● Requirement
Tally the lines below that contain "graph" and reply with only the tally.
**********
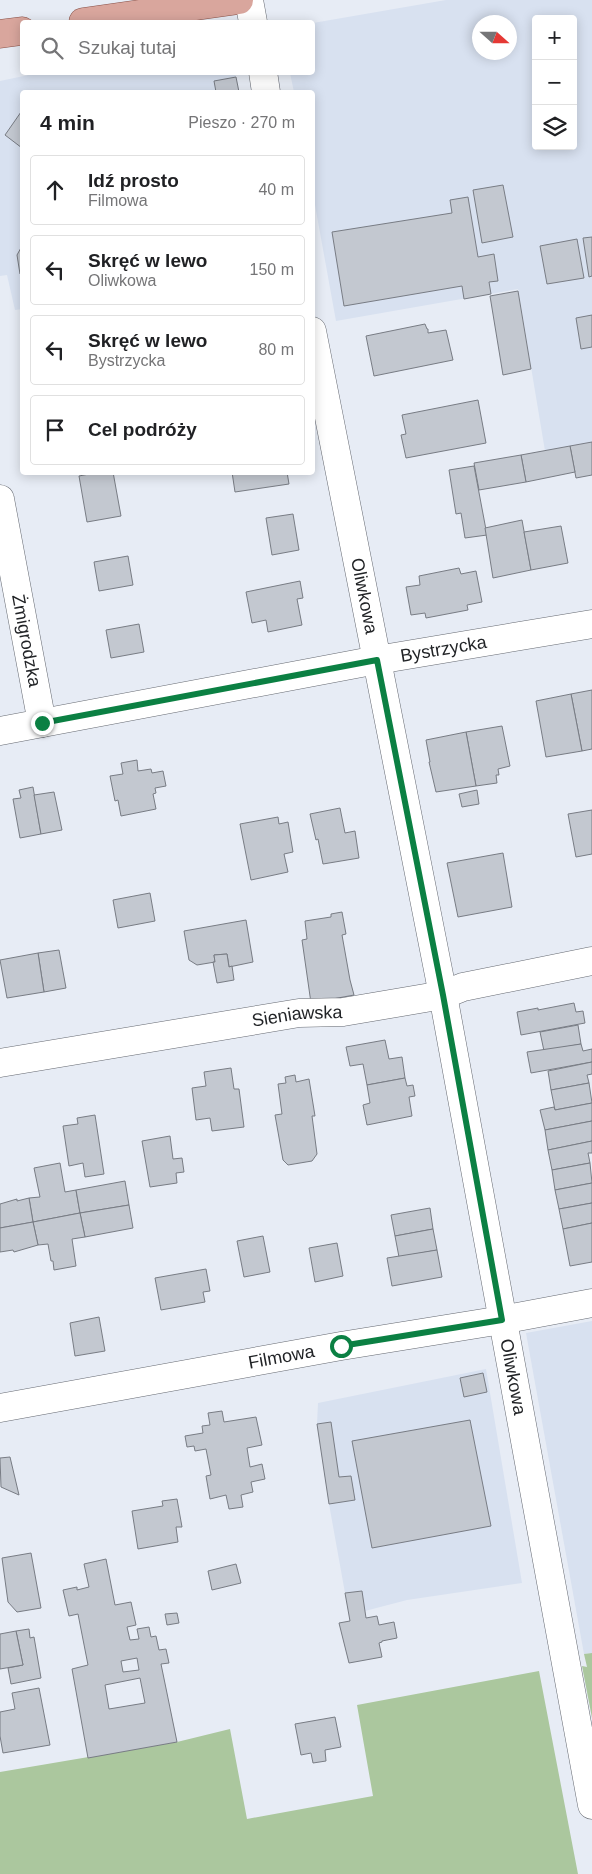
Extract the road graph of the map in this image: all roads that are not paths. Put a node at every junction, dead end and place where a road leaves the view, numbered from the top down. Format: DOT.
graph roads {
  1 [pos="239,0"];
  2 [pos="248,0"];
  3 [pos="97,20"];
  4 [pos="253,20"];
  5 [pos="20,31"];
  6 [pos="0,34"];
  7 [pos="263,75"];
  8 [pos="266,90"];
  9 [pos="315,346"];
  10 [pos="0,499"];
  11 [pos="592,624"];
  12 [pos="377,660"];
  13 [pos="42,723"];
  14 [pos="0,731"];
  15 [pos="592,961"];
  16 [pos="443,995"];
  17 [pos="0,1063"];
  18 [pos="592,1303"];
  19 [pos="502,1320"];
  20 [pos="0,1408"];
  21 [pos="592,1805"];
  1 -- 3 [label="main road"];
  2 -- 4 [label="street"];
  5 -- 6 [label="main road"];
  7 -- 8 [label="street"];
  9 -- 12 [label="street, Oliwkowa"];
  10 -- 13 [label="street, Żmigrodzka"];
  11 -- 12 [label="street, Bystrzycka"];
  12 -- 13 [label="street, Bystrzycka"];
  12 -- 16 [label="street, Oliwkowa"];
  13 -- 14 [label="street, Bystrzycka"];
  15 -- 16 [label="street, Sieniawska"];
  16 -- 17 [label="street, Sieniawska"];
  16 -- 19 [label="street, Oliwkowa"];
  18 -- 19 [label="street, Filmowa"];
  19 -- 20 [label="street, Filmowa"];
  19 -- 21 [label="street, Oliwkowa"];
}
**********
● Task result
2